Saved entries:
>>>>

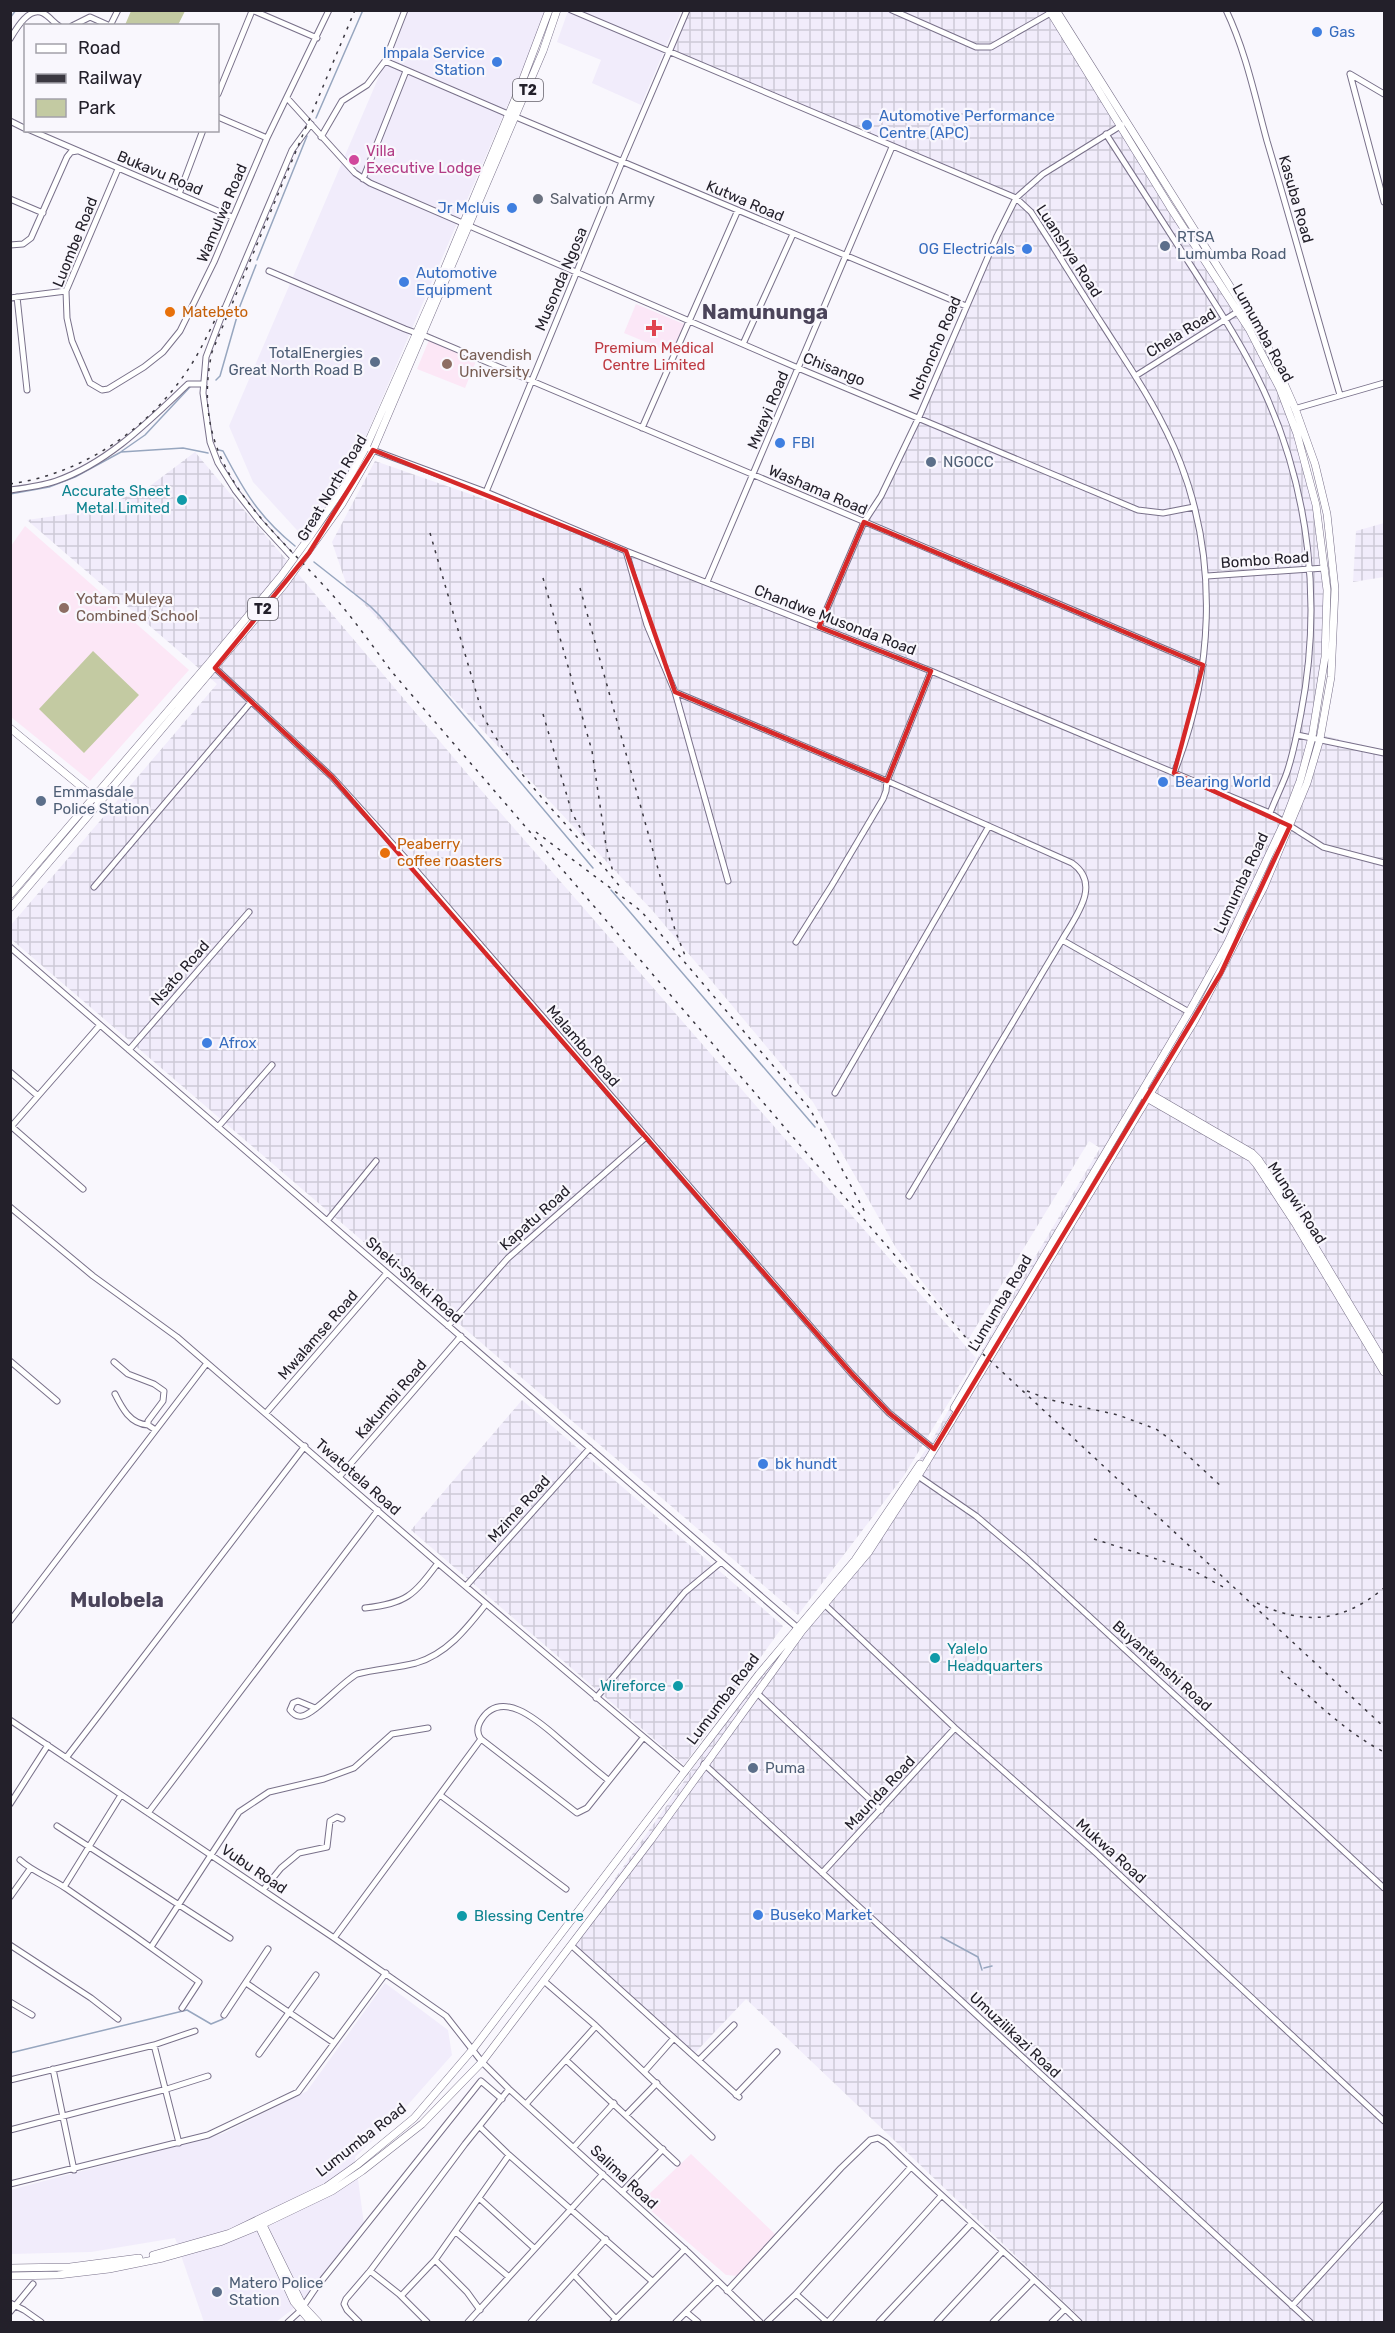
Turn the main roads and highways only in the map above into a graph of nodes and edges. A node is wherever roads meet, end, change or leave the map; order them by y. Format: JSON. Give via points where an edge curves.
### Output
{"nodes":[{"id":1,"x":549,"y":10,"type":"edge"},
{"id":2,"x":557,"y":10,"type":"edge"},
{"id":3,"x":1052,"y":11,"type":"edge"},
{"id":4,"x":512,"y":116,"type":"junction"},
{"id":5,"x":1123,"y":124,"type":"junction"},
{"id":6,"x":466,"y":225,"type":"junction"},
{"id":7,"x":420,"y":334,"type":"junction"},
{"id":8,"x":1292,"y":409,"type":"junction"},
{"id":9,"x":370,"y":448,"type":"junction"},
{"id":10,"x":212,"y":665,"type":"junction"},
{"id":11,"x":10,"y":728,"type":"edge"},
{"id":12,"x":1316,"y":738,"type":"junction"},
{"id":13,"x":97,"y":800,"type":"junction"},
{"id":14,"x":1287,"y":825,"type":"junction"},
{"id":15,"x":10,"y":895,"type":"edge"},
{"id":16,"x":10,"y":908,"type":"edge"},
{"id":17,"x":1145,"y":1094,"type":"junction"},
{"id":18,"x":1384,"y":1362,"type":"edge"},
{"id":19,"x":1384,"y":1372,"type":"edge"},
{"id":20,"x":800,"y":1629,"type":"junction"},
{"id":21,"x":260,"y":2223,"type":"junction"},
{"id":22,"x":10,"y":2268,"type":"edge"},
{"id":23,"x":10,"y":2276,"type":"edge"},
{"id":24,"x":301,"y":2309,"type":"junction"},
{"id":25,"x":311,"y":2322,"type":"edge"},
{"id":26,"x":318,"y":2322,"type":"edge"}],
"edges":[{"from":1,"to":4,"type":"main road","name":"Great North Road","number":"T2"},
{"from":2,"to":4,"type":"main road","name":"Great North Road","number":"T2","via":[[543,51]]},
{"from":3,"to":5,"type":"main road","name":"Lumumba Road"},
{"from":4,"to":6,"type":"main road","name":"Great North Road","number":"T2"},
{"from":5,"to":8,"type":"main road","name":"Lumumba Road","via":[[1260,348]]},
{"from":5,"to":8,"type":"main road","name":"Lumumba Road","via":[[1267,345]]},
{"from":6,"to":7,"type":"main road","name":"Great North Road","number":"T2"},
{"from":6,"to":7,"type":"main road","name":"Great North Road","number":"T2","via":[[436,306]]},
{"from":7,"to":9,"type":"main road","name":"Great North Road","number":"T2"},
{"from":8,"to":12,"type":"main road","name":"Lumumba Road","via":[[1312,485],[1325,568],[1325,657]]},
{"from":8,"to":12,"type":"main road","name":"Lumumba Road","via":[[1315,464],[1335,589],[1331,677]]},
{"from":9,"to":10,"type":"main road","name":"Great North Road","number":"T2","via":[[294,559]]},
{"from":9,"to":10,"type":"main road","name":"Great North Road","number":"T2","via":[[347,496],[309,553]]},
{"from":10,"to":13,"type":"main road","name":"Great North Road","number":"T2"},
{"from":11,"to":13,"type":"main road"},
{"from":12,"to":14,"type":"main road","name":"Lumumba Road"},
{"from":13,"to":15,"type":"main road","name":"Great North Road","number":"T2"},
{"from":13,"to":16,"type":"main road","name":"Great North Road","number":"T2"},
{"from":14,"to":17,"type":"main road","name":"Lumumba Road"},
{"from":14,"to":17,"type":"main road","name":"Lumumba Road","via":[[1264,887],[1221,973]]},
{"from":17,"to":18,"type":"main road","name":"Mungwi Road","via":[[1258,1159]]},
{"from":17,"to":19,"type":"main road","name":"Mungwi Road","via":[[1251,1158],[1295,1223]]},
{"from":17,"to":20,"type":"main road","name":"Lumumba Road","via":[[916,1474]]},
{"from":20,"to":21,"type":"main road","name":"Lumumba Road","via":[[473,2049],[414,2118],[326,2187]]},
{"from":20,"to":21,"type":"main road","name":"Lumumba Road","via":[[572,1946],[482,2062],[422,2124],[362,2171],[332,2191]]},
{"from":21,"to":22,"type":"main road","name":"Lumumba Road","via":[[157,2255],[70,2267]]},
{"from":21,"to":23,"type":"main road","name":"Lumumba Road","via":[[220,2242],[152,2260],[58,2275]]},
{"from":21,"to":24,"type":"main road","via":[[285,2284]]},
{"from":24,"to":25,"type":"main road"},
{"from":24,"to":26,"type":"main road"}]}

<<<<

• Instructions to follow:
Apart from the images, please copy every line of the data exactly as written.

• Completed task:
Turn the main roads and highways only in the map above into a graph of nodes and edges. A node is wherever roads meet, end, change or leave the map; order them by y. Format: JSON. Give via points where an edge curves.
### Output
{"nodes":[{"id":1,"x":549,"y":10,"type":"edge"},
{"id":2,"x":557,"y":10,"type":"edge"},
{"id":3,"x":1052,"y":11,"type":"edge"},
{"id":4,"x":512,"y":116,"type":"junction"},
{"id":5,"x":1123,"y":124,"type":"junction"},
{"id":6,"x":466,"y":225,"type":"junction"},
{"id":7,"x":420,"y":334,"type":"junction"},
{"id":8,"x":1292,"y":409,"type":"junction"},
{"id":9,"x":370,"y":448,"type":"junction"},
{"id":10,"x":212,"y":665,"type":"junction"},
{"id":11,"x":10,"y":728,"type":"edge"},
{"id":12,"x":1316,"y":738,"type":"junction"},
{"id":13,"x":97,"y":800,"type":"junction"},
{"id":14,"x":1287,"y":825,"type":"junction"},
{"id":15,"x":10,"y":895,"type":"edge"},
{"id":16,"x":10,"y":908,"type":"edge"},
{"id":17,"x":1145,"y":1094,"type":"junction"},
{"id":18,"x":1384,"y":1362,"type":"edge"},
{"id":19,"x":1384,"y":1372,"type":"edge"},
{"id":20,"x":800,"y":1629,"type":"junction"},
{"id":21,"x":260,"y":2223,"type":"junction"},
{"id":22,"x":10,"y":2268,"type":"edge"},
{"id":23,"x":10,"y":2276,"type":"edge"},
{"id":24,"x":301,"y":2309,"type":"junction"},
{"id":25,"x":311,"y":2322,"type":"edge"},
{"id":26,"x":318,"y":2322,"type":"edge"}],
"edges":[{"from":1,"to":4,"type":"main road","name":"Great North Road","number":"T2"},
{"from":2,"to":4,"type":"main road","name":"Great North Road","number":"T2","via":[[543,51]]},
{"from":3,"to":5,"type":"main road","name":"Lumumba Road"},
{"from":4,"to":6,"type":"main road","name":"Great North Road","number":"T2"},
{"from":5,"to":8,"type":"main road","name":"Lumumba Road","via":[[1260,348]]},
{"from":5,"to":8,"type":"main road","name":"Lumumba Road","via":[[1267,345]]},
{"from":6,"to":7,"type":"main road","name":"Great North Road","number":"T2"},
{"from":6,"to":7,"type":"main road","name":"Great North Road","number":"T2","via":[[436,306]]},
{"from":7,"to":9,"type":"main road","name":"Great North Road","number":"T2"},
{"from":8,"to":12,"type":"main road","name":"Lumumba Road","via":[[1312,485],[1325,568],[1325,657]]},
{"from":8,"to":12,"type":"main road","name":"Lumumba Road","via":[[1315,464],[1335,589],[1331,677]]},
{"from":9,"to":10,"type":"main road","name":"Great North Road","number":"T2","via":[[294,559]]},
{"from":9,"to":10,"type":"main road","name":"Great North Road","number":"T2","via":[[347,496],[309,553]]},
{"from":10,"to":13,"type":"main road","name":"Great North Road","number":"T2"},
{"from":11,"to":13,"type":"main road"},
{"from":12,"to":14,"type":"main road","name":"Lumumba Road"},
{"from":13,"to":15,"type":"main road","name":"Great North Road","number":"T2"},
{"from":13,"to":16,"type":"main road","name":"Great North Road","number":"T2"},
{"from":14,"to":17,"type":"main road","name":"Lumumba Road"},
{"from":14,"to":17,"type":"main road","name":"Lumumba Road","via":[[1264,887],[1221,973]]},
{"from":17,"to":18,"type":"main road","name":"Mungwi Road","via":[[1258,1159]]},
{"from":17,"to":19,"type":"main road","name":"Mungwi Road","via":[[1251,1158],[1295,1223]]},
{"from":17,"to":20,"type":"main road","name":"Lumumba Road","via":[[916,1474]]},
{"from":20,"to":21,"type":"main road","name":"Lumumba Road","via":[[473,2049],[414,2118],[326,2187]]},
{"from":20,"to":21,"type":"main road","name":"Lumumba Road","via":[[572,1946],[482,2062],[422,2124],[362,2171],[332,2191]]},
{"from":21,"to":22,"type":"main road","name":"Lumumba Road","via":[[157,2255],[70,2267]]},
{"from":21,"to":23,"type":"main road","name":"Lumumba Road","via":[[220,2242],[152,2260],[58,2275]]},
{"from":21,"to":24,"type":"main road","via":[[285,2284]]},
{"from":24,"to":25,"type":"main road"},
{"from":24,"to":26,"type":"main road"}]}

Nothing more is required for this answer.